### ACTION ITEM
One line at a time, check the entries below for the word "paths", and copy each line that has it.

### Stored items
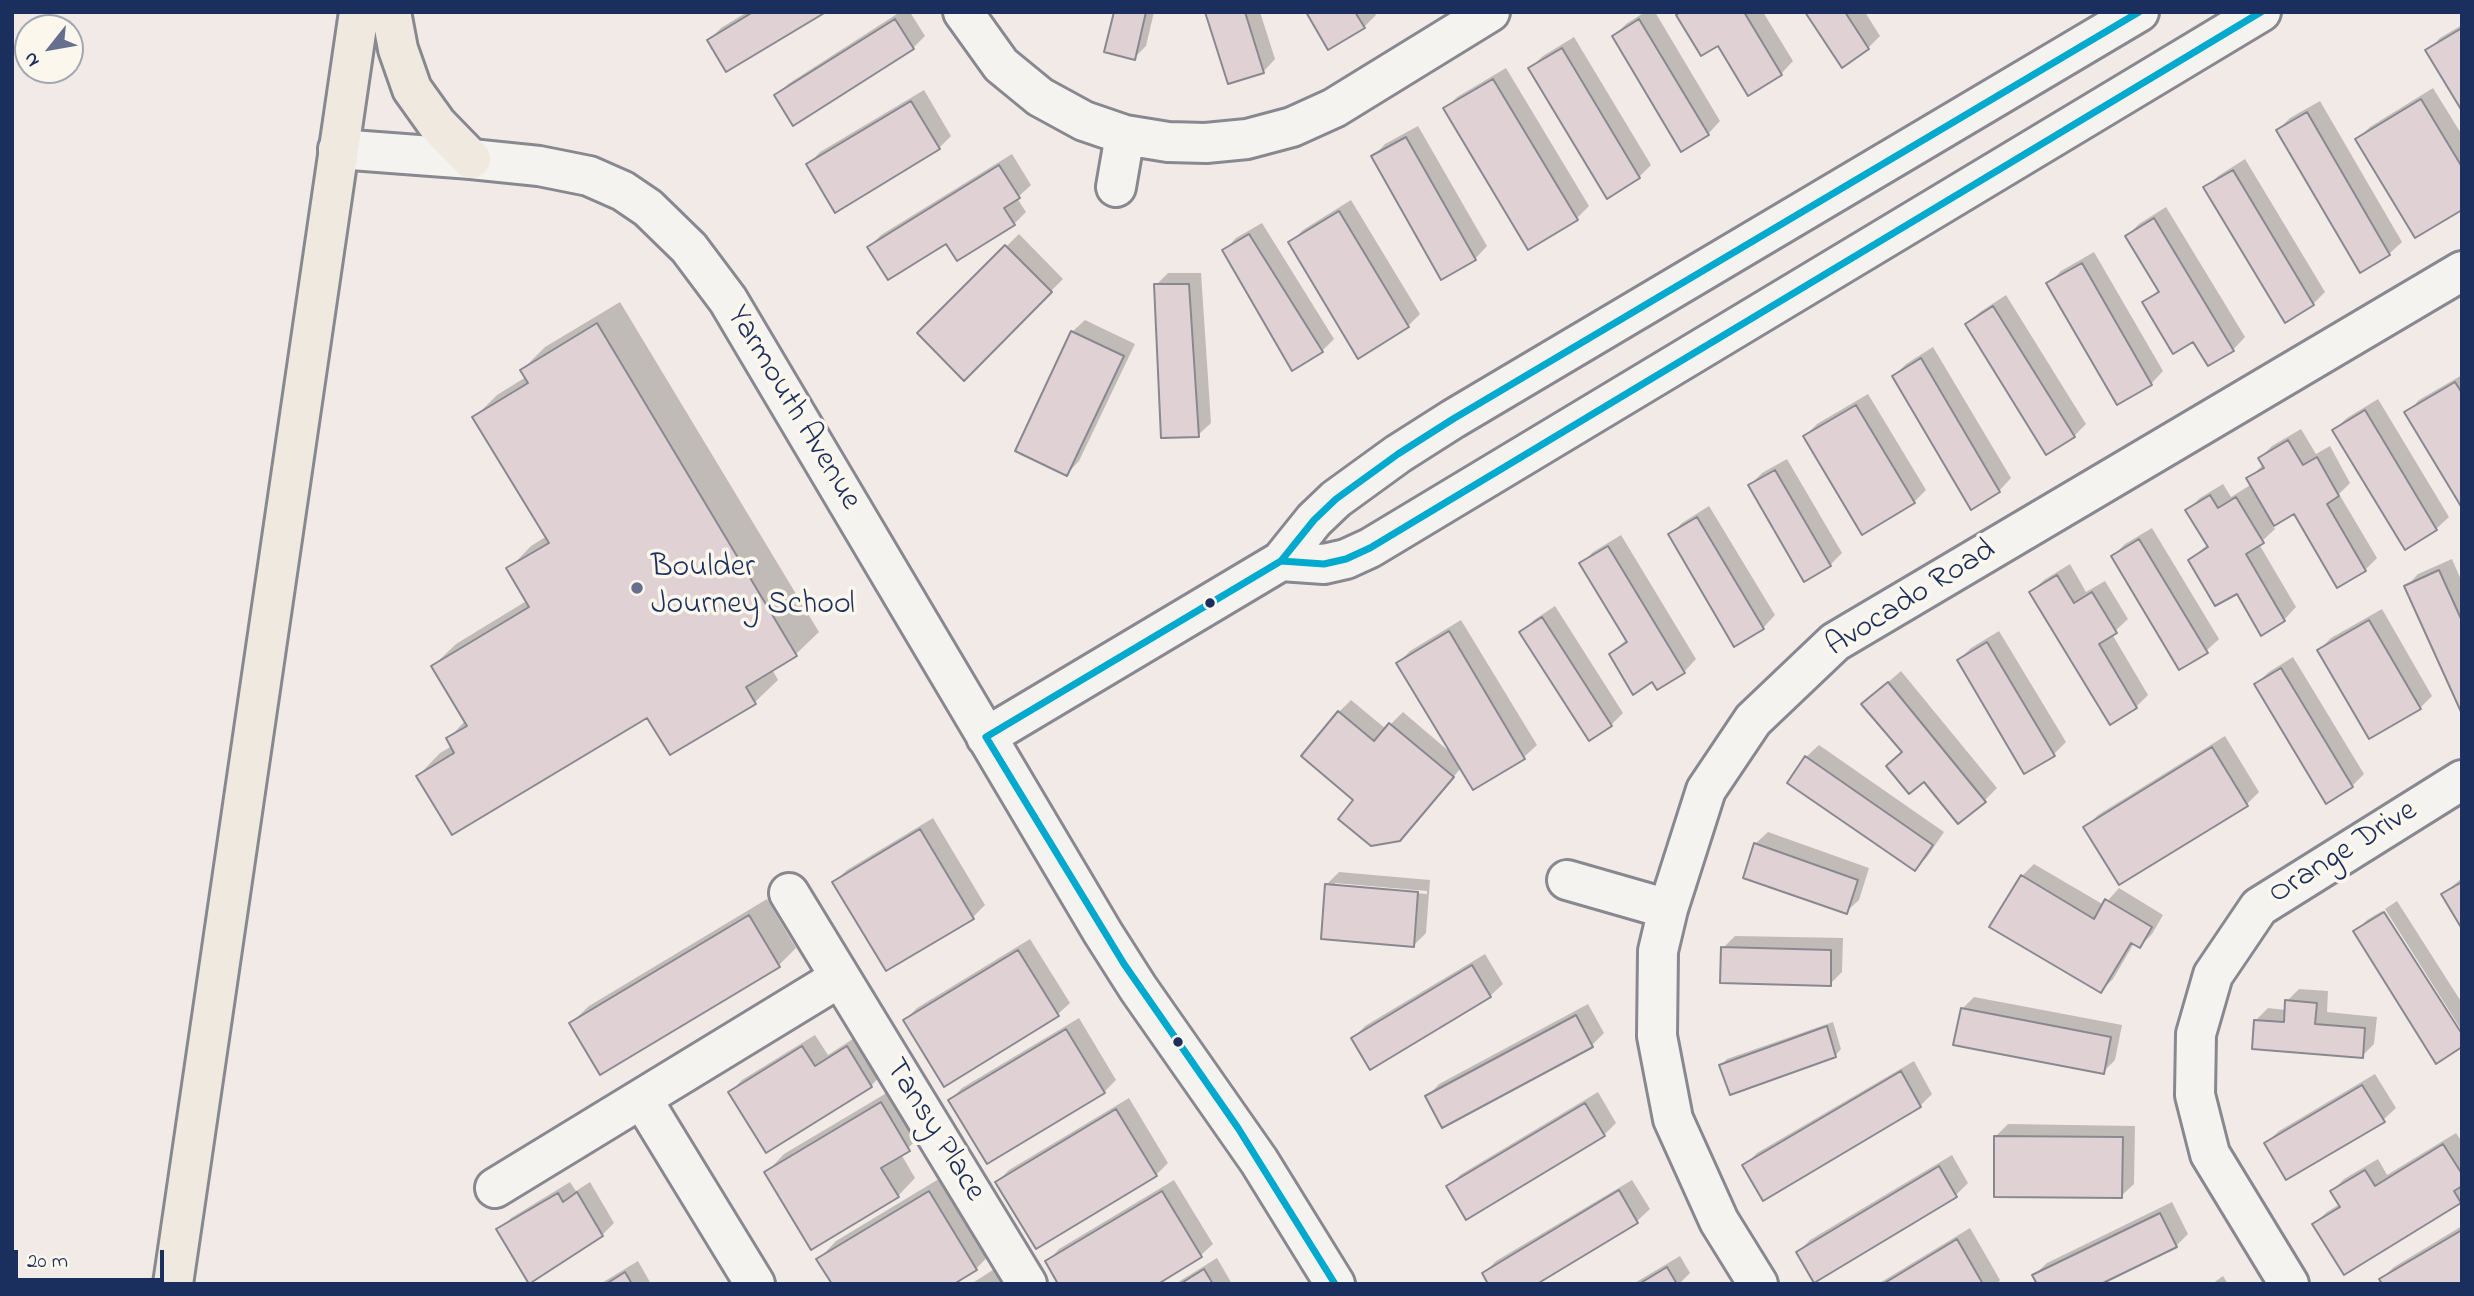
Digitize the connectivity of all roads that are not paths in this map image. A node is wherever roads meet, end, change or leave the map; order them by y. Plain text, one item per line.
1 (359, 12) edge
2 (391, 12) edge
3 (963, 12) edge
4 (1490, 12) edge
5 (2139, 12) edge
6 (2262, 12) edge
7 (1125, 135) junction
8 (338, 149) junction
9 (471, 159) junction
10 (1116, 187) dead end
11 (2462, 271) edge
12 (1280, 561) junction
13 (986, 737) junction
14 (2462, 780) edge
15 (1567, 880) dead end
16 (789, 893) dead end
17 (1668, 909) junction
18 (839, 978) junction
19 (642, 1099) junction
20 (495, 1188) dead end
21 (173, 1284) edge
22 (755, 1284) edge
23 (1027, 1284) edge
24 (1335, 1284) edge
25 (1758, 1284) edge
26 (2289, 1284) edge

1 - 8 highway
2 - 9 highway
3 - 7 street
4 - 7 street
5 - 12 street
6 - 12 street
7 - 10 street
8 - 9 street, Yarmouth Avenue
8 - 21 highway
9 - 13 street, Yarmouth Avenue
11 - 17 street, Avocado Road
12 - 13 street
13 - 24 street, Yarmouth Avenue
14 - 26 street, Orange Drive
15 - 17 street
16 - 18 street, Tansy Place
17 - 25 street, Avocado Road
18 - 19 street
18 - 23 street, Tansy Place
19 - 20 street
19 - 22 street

---

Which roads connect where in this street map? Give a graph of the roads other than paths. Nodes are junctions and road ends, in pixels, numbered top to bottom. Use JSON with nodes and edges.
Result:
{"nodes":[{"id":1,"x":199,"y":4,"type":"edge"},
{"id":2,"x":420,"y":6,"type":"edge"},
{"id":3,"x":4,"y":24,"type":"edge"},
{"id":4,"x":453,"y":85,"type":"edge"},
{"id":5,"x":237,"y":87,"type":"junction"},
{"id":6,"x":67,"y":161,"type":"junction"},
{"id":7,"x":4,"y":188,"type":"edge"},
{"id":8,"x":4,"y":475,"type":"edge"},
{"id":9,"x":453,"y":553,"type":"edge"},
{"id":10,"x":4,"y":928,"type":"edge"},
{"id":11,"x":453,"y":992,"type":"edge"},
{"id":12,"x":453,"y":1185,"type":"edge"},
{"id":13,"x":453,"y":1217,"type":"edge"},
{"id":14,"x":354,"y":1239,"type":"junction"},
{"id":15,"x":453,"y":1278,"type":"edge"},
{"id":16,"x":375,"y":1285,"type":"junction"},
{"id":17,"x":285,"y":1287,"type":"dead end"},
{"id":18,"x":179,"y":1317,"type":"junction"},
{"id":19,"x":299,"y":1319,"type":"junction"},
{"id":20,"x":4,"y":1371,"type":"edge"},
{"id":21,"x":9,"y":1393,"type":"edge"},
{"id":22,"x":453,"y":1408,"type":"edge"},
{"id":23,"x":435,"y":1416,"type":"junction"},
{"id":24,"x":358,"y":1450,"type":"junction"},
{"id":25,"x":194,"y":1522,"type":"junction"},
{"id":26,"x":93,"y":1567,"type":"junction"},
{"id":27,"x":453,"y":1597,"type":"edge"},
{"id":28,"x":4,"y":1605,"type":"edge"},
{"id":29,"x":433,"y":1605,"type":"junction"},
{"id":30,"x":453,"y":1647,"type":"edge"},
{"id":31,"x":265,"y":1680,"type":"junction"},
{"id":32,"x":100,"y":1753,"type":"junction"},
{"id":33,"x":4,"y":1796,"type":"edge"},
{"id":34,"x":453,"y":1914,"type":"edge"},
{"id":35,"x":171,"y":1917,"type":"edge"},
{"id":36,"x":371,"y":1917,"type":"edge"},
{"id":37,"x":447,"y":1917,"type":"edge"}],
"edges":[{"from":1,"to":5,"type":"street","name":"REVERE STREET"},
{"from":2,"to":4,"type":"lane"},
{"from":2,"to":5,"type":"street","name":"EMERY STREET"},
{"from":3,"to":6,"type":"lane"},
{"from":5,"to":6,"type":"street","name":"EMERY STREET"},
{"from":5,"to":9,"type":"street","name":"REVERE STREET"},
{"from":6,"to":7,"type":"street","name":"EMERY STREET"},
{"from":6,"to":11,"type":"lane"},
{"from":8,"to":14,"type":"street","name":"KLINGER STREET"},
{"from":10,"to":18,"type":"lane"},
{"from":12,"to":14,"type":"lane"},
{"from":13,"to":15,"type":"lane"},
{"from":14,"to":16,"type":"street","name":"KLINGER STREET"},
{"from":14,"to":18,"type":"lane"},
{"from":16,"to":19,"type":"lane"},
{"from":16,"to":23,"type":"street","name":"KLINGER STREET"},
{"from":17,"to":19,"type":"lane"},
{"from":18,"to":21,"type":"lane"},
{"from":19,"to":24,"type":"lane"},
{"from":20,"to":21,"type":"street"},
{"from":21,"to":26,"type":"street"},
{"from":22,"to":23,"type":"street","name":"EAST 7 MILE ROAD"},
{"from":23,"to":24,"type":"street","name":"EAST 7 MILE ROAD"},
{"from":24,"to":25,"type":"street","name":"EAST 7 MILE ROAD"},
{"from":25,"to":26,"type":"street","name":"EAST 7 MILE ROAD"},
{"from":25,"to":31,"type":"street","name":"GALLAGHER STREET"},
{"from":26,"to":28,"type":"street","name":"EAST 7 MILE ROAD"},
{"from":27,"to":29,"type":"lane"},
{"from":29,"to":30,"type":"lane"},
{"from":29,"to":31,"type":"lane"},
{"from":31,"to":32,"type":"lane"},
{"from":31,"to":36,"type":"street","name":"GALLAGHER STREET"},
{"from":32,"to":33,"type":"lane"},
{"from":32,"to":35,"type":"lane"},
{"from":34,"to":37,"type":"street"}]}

### OUTPUT
Digitize the connectivity of all roads that are not paths in this map image. A node is wherever roads meet, end, change or leave the map; order them by y. Plain text, one item per line.
Which roads connect where in this street map? Give a graph of the roads other than paths. Nodes are junctions and road ends, in pixels, numbered top to bottom. Use JSON with nodes and edges.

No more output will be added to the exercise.